Although significant advancements have been made in how children with cancer are treated, there are unmet needs that persist.
“We are not far enough along; we’ve got so much more to do,” Wayne says. “I feel like we’re just scratching the surface despite all the progress.”
Wayne added that more focus is needed to make therapies safer, more effective, less demanding and less expensive.
In addition, more money is needed to dedicate to pediatric cancer research, a cause that Piotrowicz has been involved with over the past six years at the institution where she received her cancer care.
Now aged 31, she is starting a new role at Children’s Hospital of Philadelphia as a major gift officer for the neuroscience center.

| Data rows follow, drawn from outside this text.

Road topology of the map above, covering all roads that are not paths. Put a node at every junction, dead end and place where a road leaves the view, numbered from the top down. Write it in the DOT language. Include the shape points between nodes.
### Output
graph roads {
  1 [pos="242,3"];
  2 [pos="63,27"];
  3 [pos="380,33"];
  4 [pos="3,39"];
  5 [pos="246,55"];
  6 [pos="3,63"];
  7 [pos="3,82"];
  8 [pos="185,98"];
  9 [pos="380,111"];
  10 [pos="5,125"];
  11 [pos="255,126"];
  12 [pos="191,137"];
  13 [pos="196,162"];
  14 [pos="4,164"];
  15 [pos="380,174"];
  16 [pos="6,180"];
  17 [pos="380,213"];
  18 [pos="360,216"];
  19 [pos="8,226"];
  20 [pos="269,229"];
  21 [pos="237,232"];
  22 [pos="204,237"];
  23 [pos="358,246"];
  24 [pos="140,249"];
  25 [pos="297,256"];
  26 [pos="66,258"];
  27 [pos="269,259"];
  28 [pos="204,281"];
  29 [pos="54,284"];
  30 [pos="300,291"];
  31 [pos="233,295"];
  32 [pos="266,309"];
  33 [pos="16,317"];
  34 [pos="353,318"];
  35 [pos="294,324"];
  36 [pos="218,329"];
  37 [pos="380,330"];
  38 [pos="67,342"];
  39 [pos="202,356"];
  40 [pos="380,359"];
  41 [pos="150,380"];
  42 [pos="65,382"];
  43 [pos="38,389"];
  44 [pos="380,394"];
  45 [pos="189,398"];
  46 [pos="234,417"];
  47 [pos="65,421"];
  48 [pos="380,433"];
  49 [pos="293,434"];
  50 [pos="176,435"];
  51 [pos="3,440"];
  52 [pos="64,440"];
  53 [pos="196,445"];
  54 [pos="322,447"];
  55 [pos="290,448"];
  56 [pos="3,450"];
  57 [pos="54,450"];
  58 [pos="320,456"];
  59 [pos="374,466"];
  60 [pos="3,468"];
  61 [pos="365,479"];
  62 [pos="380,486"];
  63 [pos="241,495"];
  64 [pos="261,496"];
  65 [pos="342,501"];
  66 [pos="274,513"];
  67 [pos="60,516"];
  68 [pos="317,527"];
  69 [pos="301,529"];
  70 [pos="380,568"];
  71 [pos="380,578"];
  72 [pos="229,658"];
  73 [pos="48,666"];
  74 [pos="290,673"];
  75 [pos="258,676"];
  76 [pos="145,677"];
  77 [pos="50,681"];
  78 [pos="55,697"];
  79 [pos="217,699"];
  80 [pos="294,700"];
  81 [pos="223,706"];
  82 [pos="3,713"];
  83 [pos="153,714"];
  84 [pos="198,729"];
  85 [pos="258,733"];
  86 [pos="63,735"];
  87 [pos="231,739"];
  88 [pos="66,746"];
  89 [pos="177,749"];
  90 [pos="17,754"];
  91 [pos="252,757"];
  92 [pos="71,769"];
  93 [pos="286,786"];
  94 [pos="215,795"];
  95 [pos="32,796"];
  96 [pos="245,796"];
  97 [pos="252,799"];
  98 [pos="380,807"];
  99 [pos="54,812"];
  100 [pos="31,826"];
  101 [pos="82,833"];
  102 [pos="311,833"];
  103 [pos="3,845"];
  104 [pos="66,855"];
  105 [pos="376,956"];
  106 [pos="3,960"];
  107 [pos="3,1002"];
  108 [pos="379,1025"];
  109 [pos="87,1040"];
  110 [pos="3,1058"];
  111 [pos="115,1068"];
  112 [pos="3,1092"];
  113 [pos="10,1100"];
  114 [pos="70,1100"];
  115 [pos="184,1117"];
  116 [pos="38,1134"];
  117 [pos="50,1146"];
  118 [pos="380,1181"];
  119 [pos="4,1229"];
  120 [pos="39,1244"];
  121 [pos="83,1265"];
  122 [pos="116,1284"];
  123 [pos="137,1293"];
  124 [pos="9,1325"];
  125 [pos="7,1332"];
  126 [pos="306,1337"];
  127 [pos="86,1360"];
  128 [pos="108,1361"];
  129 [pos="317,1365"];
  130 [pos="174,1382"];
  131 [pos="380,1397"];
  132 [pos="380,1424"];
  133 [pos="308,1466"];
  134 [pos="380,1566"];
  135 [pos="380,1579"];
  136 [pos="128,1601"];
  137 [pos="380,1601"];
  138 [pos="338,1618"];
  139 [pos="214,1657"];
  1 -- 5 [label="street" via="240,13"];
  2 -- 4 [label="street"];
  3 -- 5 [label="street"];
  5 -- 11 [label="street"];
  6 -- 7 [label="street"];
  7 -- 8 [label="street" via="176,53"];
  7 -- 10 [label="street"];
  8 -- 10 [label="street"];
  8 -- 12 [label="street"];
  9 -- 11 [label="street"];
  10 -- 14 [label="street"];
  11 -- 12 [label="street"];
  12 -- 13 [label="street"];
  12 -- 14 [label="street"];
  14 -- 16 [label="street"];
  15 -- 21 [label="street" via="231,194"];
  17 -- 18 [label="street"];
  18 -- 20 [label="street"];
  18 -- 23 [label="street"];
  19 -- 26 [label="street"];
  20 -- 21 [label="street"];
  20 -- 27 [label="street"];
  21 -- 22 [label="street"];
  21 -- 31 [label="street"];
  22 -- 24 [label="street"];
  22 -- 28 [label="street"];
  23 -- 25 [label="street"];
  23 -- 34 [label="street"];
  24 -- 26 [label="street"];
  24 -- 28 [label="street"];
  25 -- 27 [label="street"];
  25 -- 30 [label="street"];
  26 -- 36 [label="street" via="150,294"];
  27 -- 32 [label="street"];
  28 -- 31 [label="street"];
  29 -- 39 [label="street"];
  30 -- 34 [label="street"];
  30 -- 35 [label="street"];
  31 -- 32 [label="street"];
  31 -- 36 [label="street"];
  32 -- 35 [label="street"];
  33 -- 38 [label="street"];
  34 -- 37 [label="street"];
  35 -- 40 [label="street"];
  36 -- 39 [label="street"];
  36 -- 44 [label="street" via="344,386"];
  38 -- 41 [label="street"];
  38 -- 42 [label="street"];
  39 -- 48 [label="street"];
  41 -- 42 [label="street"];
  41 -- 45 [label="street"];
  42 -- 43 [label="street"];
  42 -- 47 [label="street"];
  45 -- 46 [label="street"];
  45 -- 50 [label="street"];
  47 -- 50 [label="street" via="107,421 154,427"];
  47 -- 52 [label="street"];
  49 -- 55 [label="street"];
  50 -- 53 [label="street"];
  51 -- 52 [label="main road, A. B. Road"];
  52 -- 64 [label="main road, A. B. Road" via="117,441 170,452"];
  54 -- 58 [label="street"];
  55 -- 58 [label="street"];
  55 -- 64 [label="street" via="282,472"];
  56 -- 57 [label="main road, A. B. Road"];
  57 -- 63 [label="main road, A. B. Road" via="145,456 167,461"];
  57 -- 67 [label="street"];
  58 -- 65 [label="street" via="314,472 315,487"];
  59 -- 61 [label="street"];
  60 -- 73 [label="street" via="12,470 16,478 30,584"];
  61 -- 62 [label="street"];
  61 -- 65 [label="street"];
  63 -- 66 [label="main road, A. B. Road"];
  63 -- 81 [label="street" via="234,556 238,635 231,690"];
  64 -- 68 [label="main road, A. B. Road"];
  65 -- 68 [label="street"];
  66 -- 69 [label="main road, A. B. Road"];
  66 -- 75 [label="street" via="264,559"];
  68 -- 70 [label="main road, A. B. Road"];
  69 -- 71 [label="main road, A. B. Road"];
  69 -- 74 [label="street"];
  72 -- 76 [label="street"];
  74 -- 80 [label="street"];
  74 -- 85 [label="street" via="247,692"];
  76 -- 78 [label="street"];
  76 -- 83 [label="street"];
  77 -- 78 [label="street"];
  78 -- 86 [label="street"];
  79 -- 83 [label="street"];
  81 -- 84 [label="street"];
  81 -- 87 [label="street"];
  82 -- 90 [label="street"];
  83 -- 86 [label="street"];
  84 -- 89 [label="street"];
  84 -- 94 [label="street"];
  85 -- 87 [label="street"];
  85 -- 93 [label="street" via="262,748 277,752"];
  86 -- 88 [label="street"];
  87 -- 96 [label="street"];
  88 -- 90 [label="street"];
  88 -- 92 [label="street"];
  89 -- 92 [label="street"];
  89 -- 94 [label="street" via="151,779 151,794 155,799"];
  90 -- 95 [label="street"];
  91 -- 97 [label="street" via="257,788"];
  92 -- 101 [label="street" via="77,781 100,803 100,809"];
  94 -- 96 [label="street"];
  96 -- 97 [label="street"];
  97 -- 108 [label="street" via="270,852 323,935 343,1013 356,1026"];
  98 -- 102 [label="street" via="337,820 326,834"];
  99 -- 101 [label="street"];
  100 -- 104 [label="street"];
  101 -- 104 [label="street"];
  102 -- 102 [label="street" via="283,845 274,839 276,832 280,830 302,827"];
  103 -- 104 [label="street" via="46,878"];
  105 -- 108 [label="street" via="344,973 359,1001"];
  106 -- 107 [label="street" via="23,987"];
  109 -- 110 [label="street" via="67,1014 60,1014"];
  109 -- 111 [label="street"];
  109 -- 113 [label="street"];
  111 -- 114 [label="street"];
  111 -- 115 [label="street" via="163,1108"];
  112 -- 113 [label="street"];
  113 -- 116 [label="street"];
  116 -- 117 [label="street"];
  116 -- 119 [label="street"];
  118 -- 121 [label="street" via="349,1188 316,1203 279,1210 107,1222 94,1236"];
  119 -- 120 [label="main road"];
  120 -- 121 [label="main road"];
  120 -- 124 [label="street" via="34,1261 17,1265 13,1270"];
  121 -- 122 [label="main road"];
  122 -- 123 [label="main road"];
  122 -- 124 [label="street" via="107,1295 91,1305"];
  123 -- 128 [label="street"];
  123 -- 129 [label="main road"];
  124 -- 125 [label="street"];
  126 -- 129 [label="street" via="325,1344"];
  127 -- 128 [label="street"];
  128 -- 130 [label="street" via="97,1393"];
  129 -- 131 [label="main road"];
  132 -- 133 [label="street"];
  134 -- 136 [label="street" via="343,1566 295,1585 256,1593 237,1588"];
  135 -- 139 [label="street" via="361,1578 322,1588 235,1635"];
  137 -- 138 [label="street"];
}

“I take (this) very seriously,” she said. “I think that’s the best part of my job — making (contributors) feel really good. There’s no way to pay these doctors back, so this is their way of doing it and making them feel good about it is something that I feel is really special.”
Making cancer treatment less expensive and more accessible may also impact the disparity that persists. Although many big cities have centers of excellence for pediatric cancer, the travel alone can be a burden on a family. This burden may also persist for people who live in the same city as these centers.
“The kids in inner-city Northeast Philadelphia, which is five to seven miles from here — that can be a world of difference,” Hunger says. “It’s not so much the distance; it’s the barriers of knowledge, access, dealing with the struggles of life. If you’re from a family that is worrying about how to put food on the table, it’s a little hard to manage the intricacies of tertiary care of pediatric cancer, although we work very hard to support them.”
As researchers and physicians continue to push the area of pediatric cancer forward, they often look back on the past 20 years and how much progress has been made.
“Every time we see one of these new therapies help a child, it truly is miraculous,” Wayne says. “And to see a child discharged, go home to play and return to school, needless to say, it’s what we live and work for.”
Both Piotrowicz and Florence have been cancer free since they underwent treatment, which is a testament to the advancements that have been made over the last two decades.
“(Florence) started preschool,” Eugenia says. “I just got her preschool photos back, so she’s made friends and she’s gained a lot of independence. Her words have exploded and her personality has really developed. She’s just wonderful. You would not be able to know that she’s gone through cancer treatment.